Landsman se aparta de la mesa y se pone de pie. Coge su sombrero de la puerta.

—Tenemos que volver —dice—. Tenemos que hablar con alguien. Se lo tenemos que decir a Bina.

Abre su teléfono, pero tan lejos de Sitka no hay señal. Va al teléfono que hay en la pared, pero el número de Bina lo manda directamente al buzón de voz.

—Tienes que encontrar a Alter Litvak —le dice—. Encuéntralo y retenlo y no lo dejes marchar.

Cuando se vuelve hacia la mesa, ve a padre e hijo todavía sentados a ella. Berko le está haciendo alguna pregunta intensa a Hertz Shemets sin decirle nada. Berko tiene las manos dobladas en el regazo como un niño que se porta bien, y si mantiene los dedos entrelazados es solamente para evitar que representen alguna clase de travesura o daño. Al cabo de un intervalo que a Landsman le parece un rato muy largo, el tío Hertz baja la vista.

—La sinagoga de Saint Cyril —dice Berko—. Los disturbios.

—Los disturbios de Saint Cyril —admite Hertz Shemets.

—Maldita sea.

—Berko…

—¡Maldita sea! Los indios siempre
dijeron
que la habían volado los judíos.

—Tienes que entender la presión que estábamos soportando —dice Hertz— por entonces.
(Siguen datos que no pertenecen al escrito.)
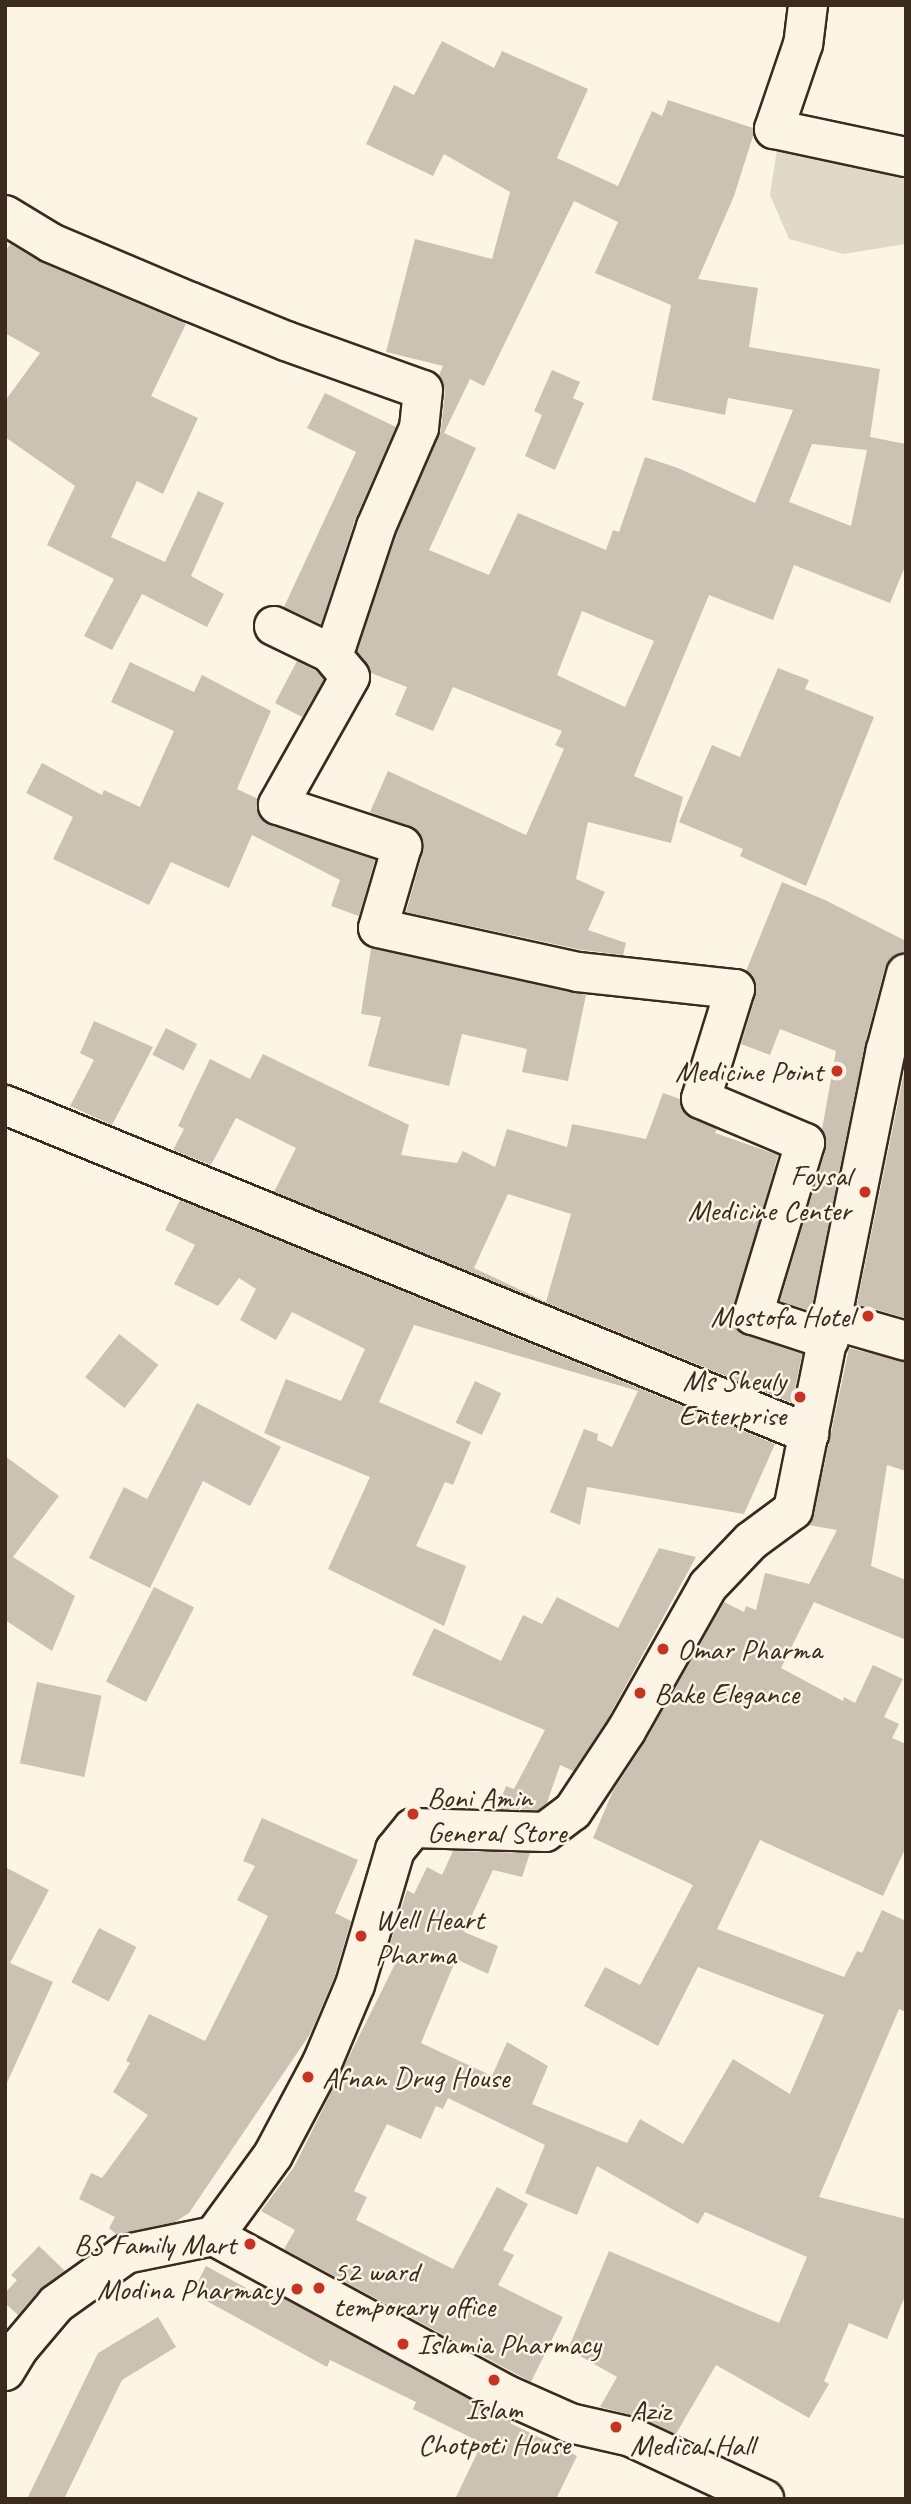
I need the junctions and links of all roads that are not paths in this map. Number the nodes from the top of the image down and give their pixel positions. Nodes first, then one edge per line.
1 (808, 5) edge
2 (906, 157) edge
3 (5, 215) edge
4 (274, 626) dead end
5 (330, 653) junction
6 (906, 974) edge
7 (5, 1105) edge
8 (831, 1330) junction
9 (906, 1341) edge
10 (809, 1434) junction
11 (214, 2236) junction
12 (5, 2371) edge
13 (764, 2499) edge

1 - 2 street
3 - 5 street
4 - 5 street
5 - 8 street
6 - 8 street
7 - 10 street
8 - 9 street
8 - 10 street
10 - 11 street
11 - 12 street
11 - 13 street

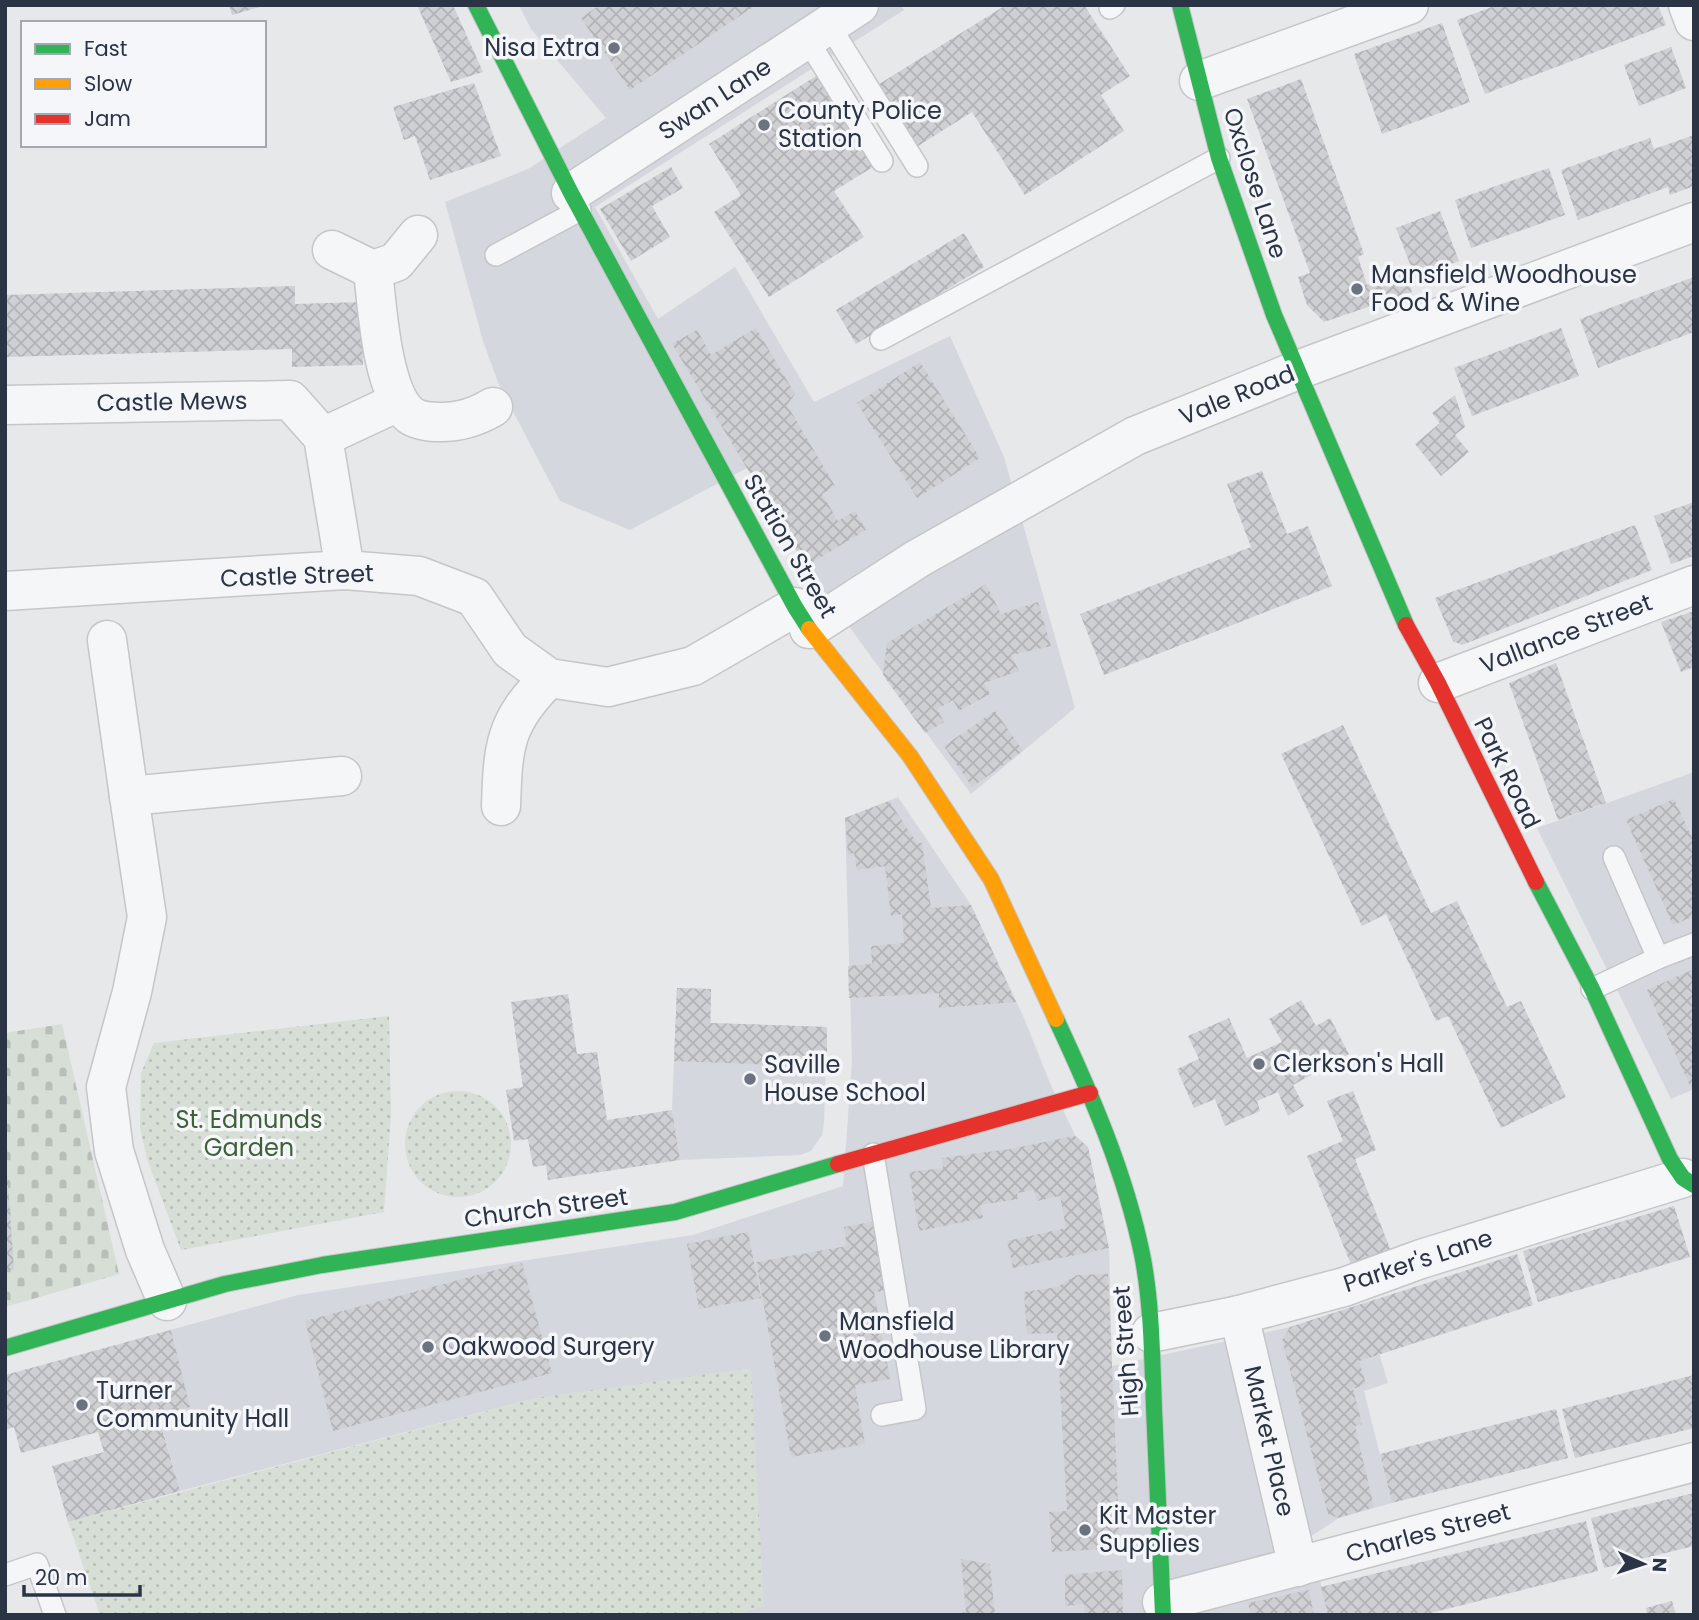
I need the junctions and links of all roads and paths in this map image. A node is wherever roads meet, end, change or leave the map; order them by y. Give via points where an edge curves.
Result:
1 (476, 5) edge
2 (1180, 5) edge
3 (1409, 5) edge
4 (1688, 5) edge
5 (1694, 21) edge
6 (832, 23) edge
7 (1199, 81) junction
8 (1219, 158) junction
9 (882, 161) dead end
10 (917, 166) dead end
11 (576, 202) junction
12 (1694, 222) edge
13 (418, 235) dead end
14 (332, 250) dead end
15 (496, 255) dead end
16 (373, 270) junction
17 (881, 339) dead end
18 (1298, 370) junction
19 (398, 402) junction
20 (5, 405) edge
21 (493, 407) dead end
22 (323, 437) junction
23 (345, 570) junction
24 (1694, 585) edge
25 (5, 591) edge
26 (802, 618) junction
27 (107, 640) dead end
28 (549, 678) junction
29 (1438, 683) junction
30 (342, 776) dead end
31 (129, 796) junction
32 (501, 806) dead end
33 (1614, 857) dead end
34 (1694, 944) edge
35 (1658, 958) junction
36 (1592, 989) junction
37 (1090, 1093) junction
38 (873, 1154) junction
39 (1688, 1181) edge
40 (167, 1301) junction
41 (1239, 1315) junction
42 (1151, 1333) junction
43 (5, 1348) edge
44 (882, 1415) dead end
45 (1694, 1462) edge
46 (1298, 1567) junction
47 (5, 1575) edge
48 (1162, 1608) edge
49 (55, 1615) edge

1 - 11 street, Station Street
2 - 7 street, Oxclose Lane
3 - 7 street
4 - 5 street
6 - 9 lane
6 - 10 lane
6 - 11 street, Swan Lane
7 - 8 street, Oxclose Lane
8 - 17 lane
8 - 18 street, Oxclose Lane
11 - 15 lane
11 - 26 street, Station Street
12 - 18 street, Vale Road
13 - 16 street via 396,262
14 - 16 street
16 - 19 street via 380,328
18 - 26 street, Vale Road via 1135,436
18 - 29 street, Park Road via 1400,615
19 - 21 street via 412,417 429,422 457,422
19 - 22 street
20 - 22 street, Castle Mews via 290,401
22 - 23 street
23 - 25 street, Castle Street
23 - 28 street, Castle Street via 419,576 474,597 510,650
24 - 29 street, Vallance Street
26 - 28 street, Castle Street via 693,666 608,687
26 - 37 street, Station Street via 910,756 991,879
27 - 31 street
28 - 32 street via 527,699 511,725
29 - 36 street, Park Road
30 - 31 street
31 - 40 street via 147,917 106,1087 114,1151 145,1250
33 - 35 lane
34 - 35 lane
35 - 36 lane
36 - 39 street, Park Road via 1670,1159
37 - 38 street, Church Street
37 - 42 street, High Street via 1129,1203 1142,1255
38 - 40 street, Church Street via 675,1212 322,1265
38 - 44 lane via 915,1409
39 - 41 street, Parker's Lane
40 - 43 street, Church Street
41 - 42 street, Parker's Lane
41 - 46 street, Market Place
42 - 48 street, High Street
45 - 46 street, Charles Street
46 - 48 street, Charles Street
47 - 49 lane via 37,1564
—Oh, lo entiendo —dice Berko—. Créeme. Los malabarismos. La delgada línea.

—Esos judíos, esos fanáticos, la gente que se mudaba a las zonas en disputa. Estaban poniendo en peligro la situación del distrito entero. Confirmando los peores miedos de los americanos sobre lo que haríamos si nos concedían el Estatus Permanente.

—Ajá —dice Berko—. Sí. Vale. ¿Y qué me dices de mamá? ¿Ella también estaba poniendo en peligro el distrito?

Entonces el tío Hertz habla, o, mejor dicho, el viento emerge de sus pulmones a través de las puertas de sus dientes de una forma que se parece al habla humana. Se mira el regazo y vuelve a hacer el mismo ruido, y Landsman se da cuenta de que está diciendo que lo siente. Hablando un idioma que no le han enseñado nunca.

—¿Sabes? Creo que lo he sabido siempre —dice Berko levantándose de la mesa. Coge su abrigo y su gorro del gancho—. Porque nunca me caíste bien. Ya desde el primer minuto, cabrón. Vamos, Meyer.

Landsman sigue a su compañero al exterior. Cuando está saliendo, se tiene que apartar de en medio para que Berko vuelva a entrar. Berko tira a un lado su gorro y su abrigo. Se da dos golpes en la cabeza, con las dos manos a la vez. Luego aplasta una esfera invisible, más o menos del tamaño del cráneo de su padre, entre sus dedos extendidos.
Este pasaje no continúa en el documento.